Activity
Return all of the entries, keeping every word and mark as it is.

"""

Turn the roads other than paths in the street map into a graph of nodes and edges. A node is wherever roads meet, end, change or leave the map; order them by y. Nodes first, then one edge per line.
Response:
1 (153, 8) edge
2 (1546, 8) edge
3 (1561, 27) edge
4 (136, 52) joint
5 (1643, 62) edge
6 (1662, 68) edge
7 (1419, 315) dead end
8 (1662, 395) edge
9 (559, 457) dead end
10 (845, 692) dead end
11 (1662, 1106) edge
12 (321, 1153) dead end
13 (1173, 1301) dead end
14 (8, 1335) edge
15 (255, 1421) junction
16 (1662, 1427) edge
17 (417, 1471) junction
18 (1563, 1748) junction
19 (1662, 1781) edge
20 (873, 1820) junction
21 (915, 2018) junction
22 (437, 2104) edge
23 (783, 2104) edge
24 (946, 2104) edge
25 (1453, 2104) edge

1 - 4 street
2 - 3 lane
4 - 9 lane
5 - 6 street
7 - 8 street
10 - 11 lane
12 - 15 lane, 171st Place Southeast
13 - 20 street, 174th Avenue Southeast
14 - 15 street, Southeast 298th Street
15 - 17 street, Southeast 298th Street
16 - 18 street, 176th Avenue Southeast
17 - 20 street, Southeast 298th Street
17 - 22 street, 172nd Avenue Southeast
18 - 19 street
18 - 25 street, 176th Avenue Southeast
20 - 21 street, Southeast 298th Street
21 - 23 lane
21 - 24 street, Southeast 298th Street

"""

Exercise output
Turn the roads other than paths in the street map into a graph of nodes and edges. A node is wherever roads meet, end, change or leave the map; order them by y. Nodes first, then one edge per line.
Response:
1 (153, 8) edge
2 (1546, 8) edge
3 (1561, 27) edge
4 (136, 52) joint
5 (1643, 62) edge
6 (1662, 68) edge
7 (1419, 315) dead end
8 (1662, 395) edge
9 (559, 457) dead end
10 (845, 692) dead end
11 (1662, 1106) edge
12 (321, 1153) dead end
13 (1173, 1301) dead end
14 (8, 1335) edge
15 (255, 1421) junction
16 (1662, 1427) edge
17 (417, 1471) junction
18 (1563, 1748) junction
19 (1662, 1781) edge
20 (873, 1820) junction
21 (915, 2018) junction
22 (437, 2104) edge
23 (783, 2104) edge
24 (946, 2104) edge
25 (1453, 2104) edge

1 - 4 street
2 - 3 lane
4 - 9 lane
5 - 6 street
7 - 8 street
10 - 11 lane
12 - 15 lane, 171st Place Southeast
13 - 20 street, 174th Avenue Southeast
14 - 15 street, Southeast 298th Street
15 - 17 street, Southeast 298th Street
16 - 18 street, 176th Avenue Southeast
17 - 20 street, Southeast 298th Street
17 - 22 street, 172nd Avenue Southeast
18 - 19 street
18 - 25 street, 176th Avenue Southeast
20 - 21 street, Southeast 298th Street
21 - 23 lane
21 - 24 street, Southeast 298th Street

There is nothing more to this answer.